当然のこと、城館も私有の対象であり、領民も使役することが少なくなかった。
要するに、自らの私財として領地・領民・城郭を認識していたのである。
これに対して、地域社会においては土豪・地侍層が商業などで得た利益をもとに高利貸しをおこなって加地子(かじし)(本年貢以外の中間地代)を集積して地主になっており、事実上の領主権を買得する者さえ現れるようになった。
大名家臣団たちは、戦争に備えて常に軍備増強する必要があり、日常的に高利貸しに借金・借米をせざるをえなかった。

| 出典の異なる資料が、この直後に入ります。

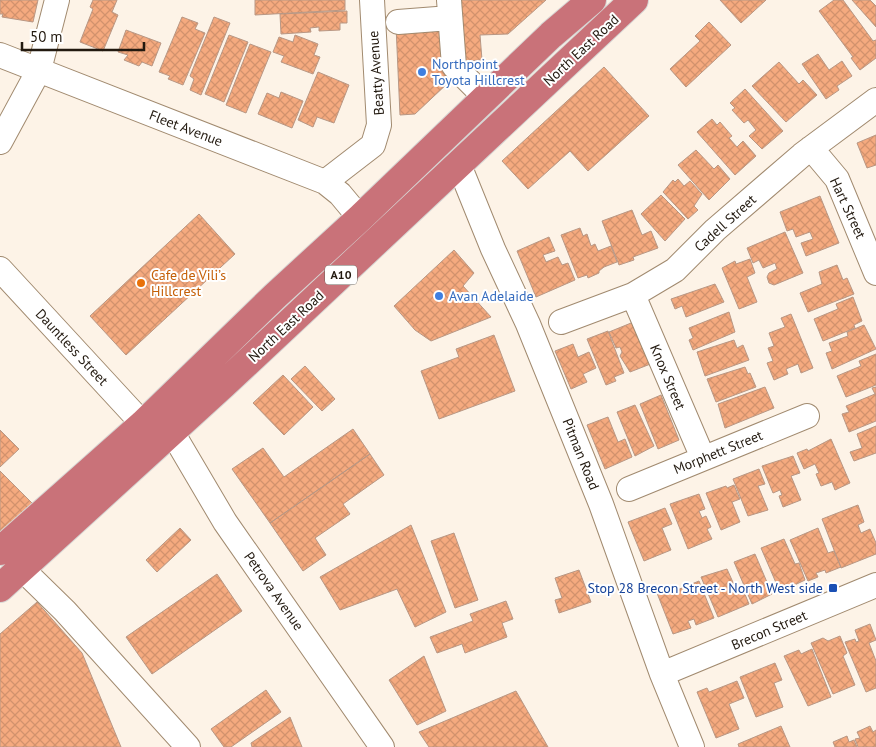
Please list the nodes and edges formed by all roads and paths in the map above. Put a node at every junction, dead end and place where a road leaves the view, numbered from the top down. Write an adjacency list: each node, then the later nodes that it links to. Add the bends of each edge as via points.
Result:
1 (57, 0): 8 (street)
2 (372, 0): 15 (street, Beatty Avenue, via 378,135 372,145)
3 (592, 0): 9 (highway, North East Road / A10)
4 (634, 0): 14 (highway, North East Road / A10)
5 (449, 9): 6 (street); 9 (street, via 454,66)
6 (398, 22)
7 (0, 55): 8 (street, Fleet Avenue)
8 (39, 70): 12 (street); 15 (street, Fleet Avenue)
9 (485, 97): 11 (highway, North East Road / A10)
10 (876, 100): 13 (street, Cadell Street)
11 (446, 134): 14 (highway); 16 (highway, North East Road / A10)
12 (0, 142)
13 (811, 148): 18 (street, Hart Street, via 837,179); 19 (street, Cadell Street, via 715,230 675,270)
14 (459, 164): 23 (highway, North East Road / A10); 30 (street, Pitman Road, via 601,504)
15 (325, 182): 16 (street, Fleet Avenue)
16 (360, 218): 22 (highway, North East Road / A10)
17 (0, 269): 22 (street, Dauntless Street)
18 (876, 273)
19 (634, 295): 20 (street, Cadell Street); 24 (street, Knox Street)
20 (561, 322)
21 (807, 416): 24 (street, Morphett Street)
22 (143, 424): 23 (highway); 26 (highway, North East Road / A10)
23 (172, 432): 27 (highway, North East Road / A10); 32 (street, Petrova Avenue, via 225,522)
24 (704, 458): 25 (street, Morphett Street)
25 (630, 489)
26 (0, 551)
27 (22, 569): 29 (highway, North East Road / A10); 31 (street, via 65,611)
28 (876, 585): 30 (street, Brecon Street)
29 (0, 588)
30 (662, 674): 33 (street, Pitman Road)
31 (188, 747)
32 (382, 747)
33 (692, 747)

身の丈に合った規模の軍備では、戦争に勝利できないからである。敗戦を重ねると借金・借米の返済が不可能になって、抵当としての田畑・屋敷地が流れることになる。
家臣団のなかに多額の債務の返済のために領地を売り払う者が現れることは、大名にとって領主制を足下から突き崩す全般的な危機ということができる。・・・
信長や秀吉にとって、領主権の売買を防ぐことを目的に導入したのが、全国規模の検地による石高制の導入だった。
⇒上の囲み記事から分かるように、鎌倉幕府が、既に領主権の売買の原則禁止に踏み切っており、特段、信長や秀吉が目新しいことを始めたわけではありませんし、検地を契機に、貫高・石高制を石高制に一本化したというだけのことです。
検地は、むしろ、(以下から分かるような)軍役負担の公正さを確保するためのものだった、と、私は見ています。(太田)
軍役=奉公と、知行安堵・宛行=御恩を介する封建制原理が、はじめて石高による相関関係で結ばれたのである。
<1584>年の小牧・長久手の戦いにおいて、秀吉のもとで陣立書(配陣図)が成立した背景も、ここにある。
石高表示された領地は、検地によって収公され公領と位置づけられたから、それは売買の対象とならなくなったことを意味する。
また、検地帳に登録された農民は、移動の自由が認められないかわりに、本百姓として個別領主による私的な使役を受けなくなったことも重要である。
天下統一戦とは、城割や検地を中核とする仕置を通じて、天下人が国土を収公するための戦いであった。
⇒全国規模での、広義の農地のモノ・ヒト管理形態について、鎌倉時代中期までの国衙領
https://kotobank.jp/word/%E5%9B%BD%E8%A1%99%E9%A0%98-63740
的なものへの回帰を念頭に置きながら、実態としては鎌倉時代中期以降の関東御領
https://kotobank.jp/word/%E9%96%A2%E6%9D%B1%E5%BE%A1%E9%A0%98-49346
的なものへの回帰を果たした、のが、織豊政権であった、というのが、取敢えずの私の仮説です。(太田)
統一戦を通じて国土領有権を掌握した秀吉は、諸大名に対して領知権を、具体的には領地・領民・城郭を預けていった。
石高と所付(ところづけ)(領地の所在地)を付して領地を預けられた大名は、領地を私有しているのではないから、それを抵当に借金することはできなくなったのだ。
以後において、天下人や将軍と大名以下の領主集団が領知権を共有することによってのみ、国家支配が可能になったのである。
在地領主制にもとづく中世領主制の自己否定を通じて、近世領主制が誕生した意義は大きい。